En las páginas de “Marat- Sade” – drama de tres actos de Meter Weiss -en el cual se recrea la persecución y asesinato de Juan Pablo Marat representada por el grupo teatral del Hospicio de Charenton y dirigido por el libertino Marqués de Sade, la locura, la soledad, o ese duermevela llamado lucidez, se entretejen y desdoblan en facetas en pos de la realidad confusa, etérea y distante.
En los geriátricos de Venezuela, semejantes hoy a los muros de Charenton, los días son inexorablemente siempre iguales: largos, monótonos, diluidos en titubeos y somnolencias.
Alguna vez hay una visita familiar solitaria, pero inexorablemente cada fin de semana, igual al sonido tétrico de una oración fúnebre, llega un zumbido de sectas religiosas empeñadas cada una en salvar estas almas que hace anales, desde el mismo día en que fueron encerradas a cal y canto, andan por los andurriales del cielo hablando directamente, sin intermediarios, con Jehová, Dios o Alá.

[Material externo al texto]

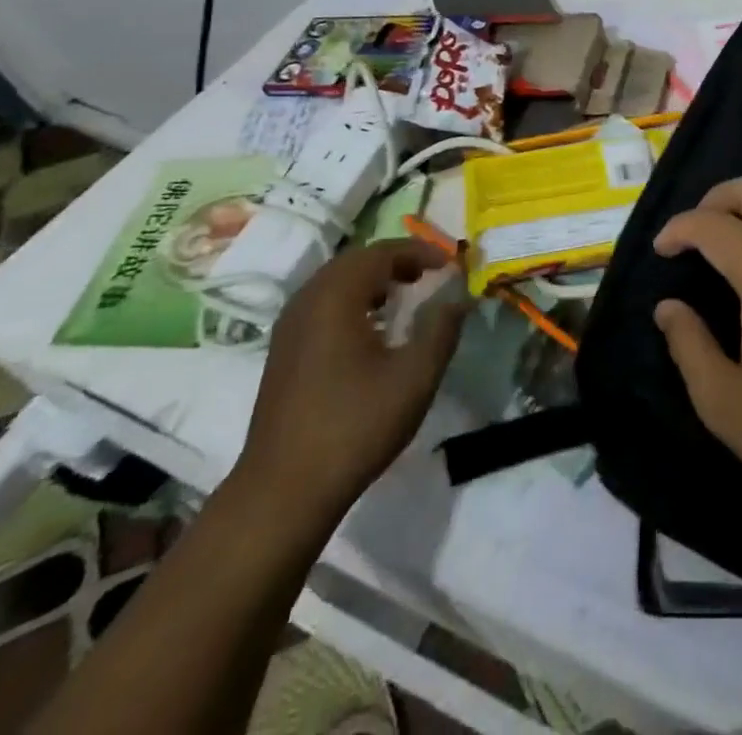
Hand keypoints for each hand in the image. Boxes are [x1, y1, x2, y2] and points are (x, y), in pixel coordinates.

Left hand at [231, 241, 468, 539]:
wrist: (283, 491)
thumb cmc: (355, 426)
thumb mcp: (415, 377)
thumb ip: (442, 330)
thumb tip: (458, 299)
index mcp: (336, 297)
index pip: (382, 253)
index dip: (420, 251)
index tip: (450, 264)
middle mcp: (308, 300)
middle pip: (356, 261)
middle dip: (396, 261)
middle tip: (429, 274)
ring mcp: (289, 326)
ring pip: (336, 282)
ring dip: (373, 279)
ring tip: (405, 296)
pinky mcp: (283, 351)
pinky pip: (322, 304)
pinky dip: (352, 299)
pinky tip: (371, 329)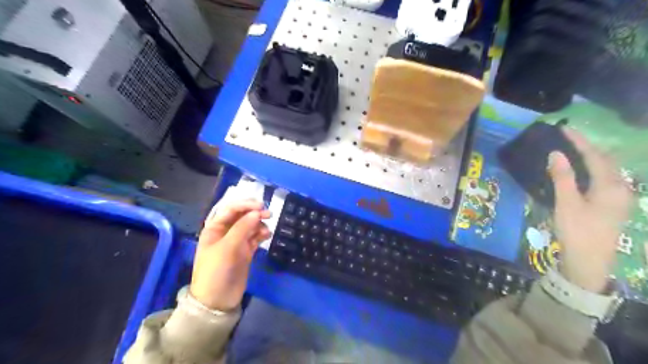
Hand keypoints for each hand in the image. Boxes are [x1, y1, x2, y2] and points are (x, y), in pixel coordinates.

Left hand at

Viven indisolublemente sus espíritus envueltos en olvidos, una especie de niebla cuajada de silencios, pero al ver una visita, sus rostros curtidos, algunos secos y rígidos como momias, parecen despertar de un adormecido letargo.
En cada uno de eso asilos femeninos que solemos visitar, siempre hay una anciana igual a una crisálida; otra es un pedacito de algodón apretujado en ovillo de lana blanca; varias están tullidas; otras totalmente ciegas; dos, despiertas y traviesas como niñas en flor, ríen y hacen muecas sin fin; una, perdida por los ensortijados senderos de la ausencia, mira permanentemente al infinito, como si navegara al encuentro de la Estrella del Sur, allí donde Joseph Conrad dice que se halla la eternidad y Marguerite Yourcenar sitúa el mar azulino.
En nuestras visitas, al despedirnos, después del necesario acerbo ceremonial, donde no faltan besos, guiños ni escamoteos, una anciana seca, enjuta, de ojos fijos, pero vivarachos, nos despide con un prolongado… “¡Dios le acompañe!”, y uno siente la presencia de un ramo fresco de azucenas y alhelíes llevado a los labios, mientras el repiqueteo de unas lejanas sonajas conventuales nos recuerdan al introvertido ser que mora en nosotros, taciturno, misántropo y cascarrabias sin remedio.
En dichos cobijos quejumbrosos del país, inapelablemente la vida pasa “como las nubes, como las sombras…” de la que hablaba Tomás de Kempis, y es que dentro sus muros desencajados, la presencia de la soledad alarga amargamente el yermo de la subsistencia y la envuelve en un sufrimiento desgarrado.